When buying through a dispensary, ensure to work with your budtender to see samples and ask what shake or trim they have for purchase. Just ensure to be aware of the costs. Often, trim or shake costs far less than full flower buds. Also, pick a strain according to your meal’s intention. If you want to feel energized and entertain guests, choose a Sativa. If you wish to relax, fall asleep, or unwind, go for an Indica.
Make the Infusion
You need to buy a high-quality product to infuse. Avoid the cheapest butter or olive oil you can find at the grocery store. When making the infusion, decarboxylate your cannabis first. This means releasing the carboxylic acid from the THC to activate the weed.
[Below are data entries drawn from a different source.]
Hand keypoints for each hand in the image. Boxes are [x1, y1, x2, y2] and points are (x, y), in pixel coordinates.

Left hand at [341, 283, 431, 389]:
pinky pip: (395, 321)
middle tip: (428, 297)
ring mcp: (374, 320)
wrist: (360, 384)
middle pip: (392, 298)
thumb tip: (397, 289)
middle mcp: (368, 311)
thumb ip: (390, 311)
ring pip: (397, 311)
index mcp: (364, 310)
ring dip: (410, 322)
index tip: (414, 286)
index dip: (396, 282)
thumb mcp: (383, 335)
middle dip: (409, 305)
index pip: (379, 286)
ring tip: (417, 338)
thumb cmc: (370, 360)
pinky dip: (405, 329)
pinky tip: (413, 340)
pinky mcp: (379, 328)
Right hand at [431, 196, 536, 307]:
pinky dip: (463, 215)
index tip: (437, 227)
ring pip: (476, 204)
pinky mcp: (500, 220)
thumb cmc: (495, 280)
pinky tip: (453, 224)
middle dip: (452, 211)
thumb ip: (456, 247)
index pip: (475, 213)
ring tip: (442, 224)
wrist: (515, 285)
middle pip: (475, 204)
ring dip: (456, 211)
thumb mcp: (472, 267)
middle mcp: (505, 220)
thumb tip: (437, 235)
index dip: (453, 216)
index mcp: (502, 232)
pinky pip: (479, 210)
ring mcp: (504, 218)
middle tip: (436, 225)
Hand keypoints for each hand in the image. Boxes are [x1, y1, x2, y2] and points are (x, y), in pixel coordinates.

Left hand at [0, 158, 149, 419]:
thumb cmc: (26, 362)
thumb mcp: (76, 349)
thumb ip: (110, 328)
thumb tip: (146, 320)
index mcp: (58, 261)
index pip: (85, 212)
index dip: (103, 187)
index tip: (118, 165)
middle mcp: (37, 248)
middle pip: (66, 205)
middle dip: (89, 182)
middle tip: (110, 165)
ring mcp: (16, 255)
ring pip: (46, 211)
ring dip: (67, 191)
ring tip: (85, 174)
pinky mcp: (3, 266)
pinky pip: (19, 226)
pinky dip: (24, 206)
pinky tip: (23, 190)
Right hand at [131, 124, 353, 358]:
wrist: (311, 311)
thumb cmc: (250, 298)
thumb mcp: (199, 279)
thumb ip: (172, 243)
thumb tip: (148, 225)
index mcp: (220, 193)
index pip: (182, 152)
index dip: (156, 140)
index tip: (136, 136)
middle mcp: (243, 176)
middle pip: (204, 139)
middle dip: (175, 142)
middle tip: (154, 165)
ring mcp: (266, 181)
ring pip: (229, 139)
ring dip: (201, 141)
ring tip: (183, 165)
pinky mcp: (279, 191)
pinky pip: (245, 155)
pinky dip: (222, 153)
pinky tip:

You can achieve this by exposing dry cannabis to heat around 250 degrees F for 30 to 60 minutes. Keep temperatures low to prevent burning off desirable terpene characteristics. The next step is to infuse the oil or butter. Make a huge batch to use creatively across your series of recipes. After creating the infusion, determine the time you will be serving the meal.
You will need useful tools such as measuring spoons, salad dressing mixer, measuring cups, a big mixing bowl, a container for leftovers, and others. Usually, a teaspoon of butter or oil equals a serving of 5 mg to 10 mg depending on the strain’s potency.